▸ **TRY IT**:
Find each line below that includes "word", then copy it.

GIVEN INFORMATION START

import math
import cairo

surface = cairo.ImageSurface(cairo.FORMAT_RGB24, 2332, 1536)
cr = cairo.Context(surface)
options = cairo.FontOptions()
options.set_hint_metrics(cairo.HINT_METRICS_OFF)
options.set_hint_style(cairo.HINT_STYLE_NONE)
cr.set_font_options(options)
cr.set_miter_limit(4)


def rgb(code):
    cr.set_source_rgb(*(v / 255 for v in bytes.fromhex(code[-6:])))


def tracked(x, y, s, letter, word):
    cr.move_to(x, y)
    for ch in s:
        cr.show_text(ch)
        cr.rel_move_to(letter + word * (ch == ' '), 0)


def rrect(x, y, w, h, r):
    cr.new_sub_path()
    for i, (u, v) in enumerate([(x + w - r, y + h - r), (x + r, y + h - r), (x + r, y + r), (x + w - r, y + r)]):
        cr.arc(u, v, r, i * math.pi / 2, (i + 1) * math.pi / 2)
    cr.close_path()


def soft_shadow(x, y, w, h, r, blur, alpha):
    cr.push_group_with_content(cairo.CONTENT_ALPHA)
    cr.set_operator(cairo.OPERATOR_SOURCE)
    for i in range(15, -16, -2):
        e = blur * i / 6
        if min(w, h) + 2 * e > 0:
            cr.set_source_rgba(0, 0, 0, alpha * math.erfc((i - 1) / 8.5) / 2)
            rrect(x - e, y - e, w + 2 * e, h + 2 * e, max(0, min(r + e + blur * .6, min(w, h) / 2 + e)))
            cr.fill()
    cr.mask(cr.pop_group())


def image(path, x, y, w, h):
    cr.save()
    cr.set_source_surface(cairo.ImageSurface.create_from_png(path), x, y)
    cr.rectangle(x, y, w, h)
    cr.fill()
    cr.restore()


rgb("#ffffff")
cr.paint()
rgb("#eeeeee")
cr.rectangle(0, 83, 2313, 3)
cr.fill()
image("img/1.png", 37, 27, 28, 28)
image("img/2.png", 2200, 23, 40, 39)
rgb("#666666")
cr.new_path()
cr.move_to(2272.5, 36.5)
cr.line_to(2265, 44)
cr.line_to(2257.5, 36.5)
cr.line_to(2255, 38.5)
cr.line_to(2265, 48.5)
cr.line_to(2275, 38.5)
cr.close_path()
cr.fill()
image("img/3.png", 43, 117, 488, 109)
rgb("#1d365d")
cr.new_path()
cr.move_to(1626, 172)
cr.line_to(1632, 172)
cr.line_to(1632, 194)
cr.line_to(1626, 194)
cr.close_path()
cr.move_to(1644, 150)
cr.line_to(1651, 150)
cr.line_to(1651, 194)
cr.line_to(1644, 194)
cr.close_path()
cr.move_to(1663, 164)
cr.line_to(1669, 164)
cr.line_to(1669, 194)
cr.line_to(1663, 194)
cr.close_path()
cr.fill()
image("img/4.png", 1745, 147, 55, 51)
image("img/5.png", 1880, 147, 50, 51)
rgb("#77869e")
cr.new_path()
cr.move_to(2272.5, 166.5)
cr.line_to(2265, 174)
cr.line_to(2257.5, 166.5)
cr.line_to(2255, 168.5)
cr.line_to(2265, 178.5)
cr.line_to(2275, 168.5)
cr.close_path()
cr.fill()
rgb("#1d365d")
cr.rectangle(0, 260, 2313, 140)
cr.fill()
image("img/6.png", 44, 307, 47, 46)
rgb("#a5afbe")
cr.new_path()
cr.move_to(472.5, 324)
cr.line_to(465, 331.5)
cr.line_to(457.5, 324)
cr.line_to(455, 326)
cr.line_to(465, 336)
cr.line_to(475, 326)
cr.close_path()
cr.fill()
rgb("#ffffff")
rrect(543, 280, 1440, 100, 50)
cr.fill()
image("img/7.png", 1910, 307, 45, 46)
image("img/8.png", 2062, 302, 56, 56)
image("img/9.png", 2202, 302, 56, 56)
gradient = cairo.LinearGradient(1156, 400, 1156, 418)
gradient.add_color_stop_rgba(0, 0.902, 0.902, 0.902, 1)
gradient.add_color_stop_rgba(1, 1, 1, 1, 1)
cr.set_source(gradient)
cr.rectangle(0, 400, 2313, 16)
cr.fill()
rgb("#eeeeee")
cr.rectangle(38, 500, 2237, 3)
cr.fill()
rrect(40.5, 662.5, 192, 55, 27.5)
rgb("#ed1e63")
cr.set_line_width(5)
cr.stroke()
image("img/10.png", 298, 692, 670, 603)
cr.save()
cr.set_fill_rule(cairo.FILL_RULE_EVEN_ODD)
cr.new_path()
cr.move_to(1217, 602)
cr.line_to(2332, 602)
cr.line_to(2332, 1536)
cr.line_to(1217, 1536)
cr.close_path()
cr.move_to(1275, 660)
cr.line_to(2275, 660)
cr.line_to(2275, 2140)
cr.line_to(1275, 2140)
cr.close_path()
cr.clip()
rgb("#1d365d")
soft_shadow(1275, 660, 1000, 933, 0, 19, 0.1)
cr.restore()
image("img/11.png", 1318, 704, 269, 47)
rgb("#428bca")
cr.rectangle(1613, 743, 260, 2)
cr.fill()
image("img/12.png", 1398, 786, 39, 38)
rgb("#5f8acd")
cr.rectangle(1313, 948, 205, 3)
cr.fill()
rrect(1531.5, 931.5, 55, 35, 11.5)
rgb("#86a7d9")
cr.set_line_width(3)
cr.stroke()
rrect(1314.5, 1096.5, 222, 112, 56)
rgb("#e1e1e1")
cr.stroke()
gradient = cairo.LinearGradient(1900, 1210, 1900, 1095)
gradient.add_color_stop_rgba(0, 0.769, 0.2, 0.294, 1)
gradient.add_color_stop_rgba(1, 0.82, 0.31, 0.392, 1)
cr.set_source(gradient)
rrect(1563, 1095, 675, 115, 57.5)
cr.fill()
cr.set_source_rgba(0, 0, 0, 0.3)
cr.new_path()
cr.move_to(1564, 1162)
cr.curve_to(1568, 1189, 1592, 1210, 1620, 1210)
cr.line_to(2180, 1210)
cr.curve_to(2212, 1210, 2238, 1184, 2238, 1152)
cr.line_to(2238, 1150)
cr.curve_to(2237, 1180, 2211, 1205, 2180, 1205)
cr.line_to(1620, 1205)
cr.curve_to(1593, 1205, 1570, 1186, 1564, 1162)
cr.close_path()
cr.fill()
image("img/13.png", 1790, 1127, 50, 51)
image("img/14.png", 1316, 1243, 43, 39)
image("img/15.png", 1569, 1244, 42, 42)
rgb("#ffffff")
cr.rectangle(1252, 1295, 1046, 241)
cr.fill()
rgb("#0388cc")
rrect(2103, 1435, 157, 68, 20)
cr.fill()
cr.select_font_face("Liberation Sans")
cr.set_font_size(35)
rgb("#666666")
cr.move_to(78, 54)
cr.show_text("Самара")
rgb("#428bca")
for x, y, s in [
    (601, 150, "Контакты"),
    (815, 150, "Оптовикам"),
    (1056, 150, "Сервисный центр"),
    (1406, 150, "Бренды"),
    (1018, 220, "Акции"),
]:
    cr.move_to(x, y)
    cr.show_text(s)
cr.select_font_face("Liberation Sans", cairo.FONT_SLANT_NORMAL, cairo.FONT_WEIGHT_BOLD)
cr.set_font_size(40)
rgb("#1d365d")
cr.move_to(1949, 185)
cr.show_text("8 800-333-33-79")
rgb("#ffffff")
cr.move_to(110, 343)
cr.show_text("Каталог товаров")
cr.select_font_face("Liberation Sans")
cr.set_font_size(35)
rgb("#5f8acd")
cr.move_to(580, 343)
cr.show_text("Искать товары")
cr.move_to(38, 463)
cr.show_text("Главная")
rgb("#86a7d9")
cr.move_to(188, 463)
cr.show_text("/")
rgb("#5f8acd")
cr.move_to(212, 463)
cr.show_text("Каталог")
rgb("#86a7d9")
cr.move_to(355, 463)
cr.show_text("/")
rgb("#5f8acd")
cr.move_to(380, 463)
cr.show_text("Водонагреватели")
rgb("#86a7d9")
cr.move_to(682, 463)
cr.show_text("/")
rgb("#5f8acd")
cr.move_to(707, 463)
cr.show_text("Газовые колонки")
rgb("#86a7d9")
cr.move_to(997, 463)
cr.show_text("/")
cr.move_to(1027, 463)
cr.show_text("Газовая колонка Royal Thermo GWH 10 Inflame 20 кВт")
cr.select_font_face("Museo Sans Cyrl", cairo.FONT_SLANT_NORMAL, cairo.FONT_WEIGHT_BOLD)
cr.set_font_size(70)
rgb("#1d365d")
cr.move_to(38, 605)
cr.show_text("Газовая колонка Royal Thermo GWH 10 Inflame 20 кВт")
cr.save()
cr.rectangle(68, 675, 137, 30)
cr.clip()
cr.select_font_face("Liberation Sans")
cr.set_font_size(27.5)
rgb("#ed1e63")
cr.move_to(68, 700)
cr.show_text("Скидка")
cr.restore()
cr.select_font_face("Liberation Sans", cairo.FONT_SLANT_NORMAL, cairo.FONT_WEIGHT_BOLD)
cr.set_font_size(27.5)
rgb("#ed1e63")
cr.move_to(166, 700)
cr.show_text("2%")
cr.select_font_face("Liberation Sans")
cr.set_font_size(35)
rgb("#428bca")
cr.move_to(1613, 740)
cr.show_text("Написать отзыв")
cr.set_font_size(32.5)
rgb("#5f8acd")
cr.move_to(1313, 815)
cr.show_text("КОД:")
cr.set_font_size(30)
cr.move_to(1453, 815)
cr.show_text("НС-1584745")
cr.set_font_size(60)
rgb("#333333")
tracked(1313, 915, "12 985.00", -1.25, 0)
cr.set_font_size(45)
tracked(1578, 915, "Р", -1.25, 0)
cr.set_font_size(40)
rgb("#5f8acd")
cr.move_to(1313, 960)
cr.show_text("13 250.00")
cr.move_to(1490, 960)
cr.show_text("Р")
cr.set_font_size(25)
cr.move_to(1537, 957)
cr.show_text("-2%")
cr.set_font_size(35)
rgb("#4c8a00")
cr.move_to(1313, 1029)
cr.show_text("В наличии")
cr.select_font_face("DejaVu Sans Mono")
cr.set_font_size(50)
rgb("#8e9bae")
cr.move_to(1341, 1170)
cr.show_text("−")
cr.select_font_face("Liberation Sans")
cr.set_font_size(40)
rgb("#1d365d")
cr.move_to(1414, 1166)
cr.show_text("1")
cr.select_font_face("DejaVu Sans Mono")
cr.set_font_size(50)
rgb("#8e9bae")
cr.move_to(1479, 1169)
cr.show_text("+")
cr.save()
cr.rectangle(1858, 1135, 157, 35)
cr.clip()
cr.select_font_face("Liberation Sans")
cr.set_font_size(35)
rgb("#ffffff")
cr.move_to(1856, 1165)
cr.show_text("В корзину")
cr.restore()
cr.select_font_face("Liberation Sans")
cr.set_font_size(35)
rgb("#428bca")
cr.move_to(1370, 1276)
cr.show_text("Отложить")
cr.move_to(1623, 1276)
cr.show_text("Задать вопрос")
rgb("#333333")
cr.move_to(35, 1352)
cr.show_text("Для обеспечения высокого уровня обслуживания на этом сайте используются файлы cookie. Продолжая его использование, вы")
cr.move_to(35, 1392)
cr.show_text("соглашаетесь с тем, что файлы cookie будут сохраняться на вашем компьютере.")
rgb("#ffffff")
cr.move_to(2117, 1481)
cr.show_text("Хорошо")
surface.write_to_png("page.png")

GIVEN INFORMATION END

▸ **ANSWER TO THIS PROBLEM**:
def tracked(x, y, s, letter, word):
        cr.rel_move_to(letter + word * (ch == ' '), 0)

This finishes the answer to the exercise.